Así como falta mucha literatura sobre quiénes han abusado del poder en América Latina, también escasean las historias de sus allegados. No de todos, sino de aquellos personajes tan expertos en convertir el manejo del Estado en asunto de familia.
Ver a generaciones presidenciales obrar cual si fueran casas reales es cada vez más común. Al final, está visto, a fuerza de sus apellidos, terminan forjando linajes.
Luego viene lo de siempre: se enamoran del traje que les prestaron y quieren quedarse con él. Pero como no pueden, se dedican a explotar eso que no tiene pierde ni medida: la condición de ex presidentes.
Sobre esto del vínculo familiar hay un caso que, por estos días, llama la atención porque pinta bien el problema de pies a cabeza.
El hombre se llama Eduardo Bolsonaro y, como es de suponer, es hijo del presidente de Brasil, Jair Bolsonaro, quien tan elogiosos comentarios ha recibido de parte de algunos sectores de opinión en Colombia.

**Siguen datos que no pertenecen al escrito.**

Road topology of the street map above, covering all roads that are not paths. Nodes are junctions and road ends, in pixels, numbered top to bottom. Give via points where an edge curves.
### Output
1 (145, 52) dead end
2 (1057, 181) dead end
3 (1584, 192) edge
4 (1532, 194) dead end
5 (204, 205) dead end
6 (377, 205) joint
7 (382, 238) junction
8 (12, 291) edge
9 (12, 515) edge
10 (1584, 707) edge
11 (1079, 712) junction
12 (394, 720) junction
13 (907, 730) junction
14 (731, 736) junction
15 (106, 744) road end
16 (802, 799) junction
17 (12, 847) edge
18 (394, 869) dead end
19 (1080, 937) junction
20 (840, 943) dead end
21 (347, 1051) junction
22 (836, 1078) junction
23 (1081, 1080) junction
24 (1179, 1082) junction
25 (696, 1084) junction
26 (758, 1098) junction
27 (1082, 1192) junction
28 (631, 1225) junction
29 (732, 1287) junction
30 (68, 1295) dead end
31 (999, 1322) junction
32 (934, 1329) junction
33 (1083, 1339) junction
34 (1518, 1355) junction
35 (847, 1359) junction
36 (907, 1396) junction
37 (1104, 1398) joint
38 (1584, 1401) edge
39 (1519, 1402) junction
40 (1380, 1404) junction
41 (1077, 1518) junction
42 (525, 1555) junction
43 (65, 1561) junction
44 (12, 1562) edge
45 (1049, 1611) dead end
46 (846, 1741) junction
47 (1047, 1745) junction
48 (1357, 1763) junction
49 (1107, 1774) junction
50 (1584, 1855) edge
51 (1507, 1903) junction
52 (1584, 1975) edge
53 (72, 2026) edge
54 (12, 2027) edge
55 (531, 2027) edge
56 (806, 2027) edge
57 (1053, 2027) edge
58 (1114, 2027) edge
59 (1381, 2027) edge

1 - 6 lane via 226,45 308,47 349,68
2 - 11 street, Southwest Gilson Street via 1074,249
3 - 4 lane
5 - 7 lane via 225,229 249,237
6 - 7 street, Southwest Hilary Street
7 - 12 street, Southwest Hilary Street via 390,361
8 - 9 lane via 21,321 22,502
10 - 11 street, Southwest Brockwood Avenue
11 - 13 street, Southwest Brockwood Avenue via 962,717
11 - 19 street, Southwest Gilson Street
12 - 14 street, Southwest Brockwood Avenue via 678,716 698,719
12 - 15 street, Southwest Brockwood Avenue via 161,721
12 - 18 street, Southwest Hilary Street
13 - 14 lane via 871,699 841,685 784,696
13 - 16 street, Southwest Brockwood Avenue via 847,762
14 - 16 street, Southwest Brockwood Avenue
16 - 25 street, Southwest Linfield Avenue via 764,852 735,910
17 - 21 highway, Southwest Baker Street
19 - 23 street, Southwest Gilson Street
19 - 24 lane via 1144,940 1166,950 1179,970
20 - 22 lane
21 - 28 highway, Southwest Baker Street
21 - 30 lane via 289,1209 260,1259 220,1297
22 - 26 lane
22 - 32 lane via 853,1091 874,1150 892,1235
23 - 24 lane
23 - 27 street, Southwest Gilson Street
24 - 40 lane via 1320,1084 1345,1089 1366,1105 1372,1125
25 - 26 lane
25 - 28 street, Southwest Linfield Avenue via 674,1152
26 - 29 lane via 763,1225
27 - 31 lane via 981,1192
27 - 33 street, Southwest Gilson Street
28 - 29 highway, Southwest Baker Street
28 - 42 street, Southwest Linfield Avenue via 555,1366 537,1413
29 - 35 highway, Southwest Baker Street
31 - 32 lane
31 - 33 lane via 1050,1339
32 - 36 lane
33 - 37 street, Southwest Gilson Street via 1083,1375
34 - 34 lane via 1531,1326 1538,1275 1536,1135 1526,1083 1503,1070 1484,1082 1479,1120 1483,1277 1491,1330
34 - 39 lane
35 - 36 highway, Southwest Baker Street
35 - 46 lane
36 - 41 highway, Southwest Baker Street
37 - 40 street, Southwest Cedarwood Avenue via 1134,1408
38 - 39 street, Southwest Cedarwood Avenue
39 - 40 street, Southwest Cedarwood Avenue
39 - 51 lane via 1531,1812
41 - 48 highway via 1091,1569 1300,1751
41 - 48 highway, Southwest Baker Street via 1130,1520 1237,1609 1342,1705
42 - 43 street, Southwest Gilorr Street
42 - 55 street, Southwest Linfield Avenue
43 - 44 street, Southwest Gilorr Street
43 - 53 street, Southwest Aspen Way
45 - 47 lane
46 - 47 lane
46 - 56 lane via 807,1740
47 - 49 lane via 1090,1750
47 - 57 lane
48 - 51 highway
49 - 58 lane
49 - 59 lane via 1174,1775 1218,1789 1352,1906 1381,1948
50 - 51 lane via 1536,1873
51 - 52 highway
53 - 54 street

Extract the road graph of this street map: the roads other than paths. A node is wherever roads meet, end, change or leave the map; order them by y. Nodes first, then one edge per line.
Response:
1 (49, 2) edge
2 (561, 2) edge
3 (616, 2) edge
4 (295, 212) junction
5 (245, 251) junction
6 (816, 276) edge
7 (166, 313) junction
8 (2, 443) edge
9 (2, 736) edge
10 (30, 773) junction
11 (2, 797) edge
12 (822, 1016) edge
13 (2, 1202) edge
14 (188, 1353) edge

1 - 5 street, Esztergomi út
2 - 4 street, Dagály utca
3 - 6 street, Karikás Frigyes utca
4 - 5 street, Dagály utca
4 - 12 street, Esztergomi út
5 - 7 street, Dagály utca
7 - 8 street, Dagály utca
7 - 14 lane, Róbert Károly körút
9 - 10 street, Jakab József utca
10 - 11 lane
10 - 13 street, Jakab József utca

Los mismos que por estos días lamentan la derrota de la señora Marine Le Pen en Francia, y aún no se reponen del duelo por el descalabro de Donald Trump en su fallida reelección.
Eduardo, quizá mañana Bolsonaro II, ha salido muchacho atrevido, auténtica astilla del hombre recio que es su padre. Y tan iletrado como él (otra marcada tendencia en los solios presidenciales, como a todos nos consta), pero, a cambio, bocón.
“Parece, pero no es la jaula de las locas, son solo las personas portadoras de vagina en la CCJ (Comisión de Constitución y Justicia), siendo llevadas a la locura por las verdades dichas por el diputado Éder Mauro”.
Eso dijo Eduardo en abril del año pasado para descalificar a un grupo de mujeres congresistas, como lo es él, autoras de un debate contra el tal Mauro, miembro de su partido, el Liberal, de extrema derecha.
Todo esto no pasaría de ser una simple anécdota, si no vinieran del mismo hombre arteros ataques contra el poder judicial de su país, principal barrera de contención para que a Jair Bolsonaro aún no se le llame tirano, así lo sea. Porque de no ser por la valiente tarea de algunos jueces, ya él se habría hecho con los demás poderes públicos.
Aunque de ese trabajo de demolición se encarga su hijo. Y el príncipe Eduardo no se anda con vainas cuando de despotricar de la justicia se trata. Y de tratar de impedir que actúe.
Hace unos días, por ejemplo, intentó, por la fuerza, estar presente en una diligencia privada. No como simple testigo sino en la tarea de intimidar.
Lo hizo en solidaridad con Daniel Silveira, diputado y copartidario suyo. Silveira, exmilitar, anda poseído por esa nostalgia que a cierta gente le produce ver sus viejos uniformes colgados en el armario. Y como ellos, ha salido a instigar ruido de sables, seguramente con la música de fondo de los desfiles de las dictaduras sesenteras en Brasil. En pocas palabras, Silveira no pasa de ser un vulgar francotirador que apunta a la democracia.
Como se ve a leguas, Eduardo milita en la misoginia y en el fascismo. Los lleva a flor de piel. Es decir, es vivo retrato de su padre. Solo le faltaría irse contra la ciencia como herramienta para hacer frente al Covid-19. No se afanen, también en eso es fiel a su papá. Ambos pasan de largo ante las 660 mil vidas que el bicho se ha cargado allí.
Por eso y mucho más, Eduardito está ahora a las puertas de un juicio. El Consejo de Ética del Congreso lo va a procesar. Buena cosa. Solo que no pasará nada. Porque la ética no está en sus cuentas. Y, además, como pasa allá y aquí, la absolución está garantizada con la aplanadora del gobierno en el Congreso a la hora de la verdad. En eso terminan allá los procesos de Consejos como ese y los intentos de mociones de censura aquí.
Aunque, si algo nos sirve de consuelo, menos mal para eso está la historia. Para no olvidar. Porque si algo está claro en ella es que no siempre la escriben los vencedores.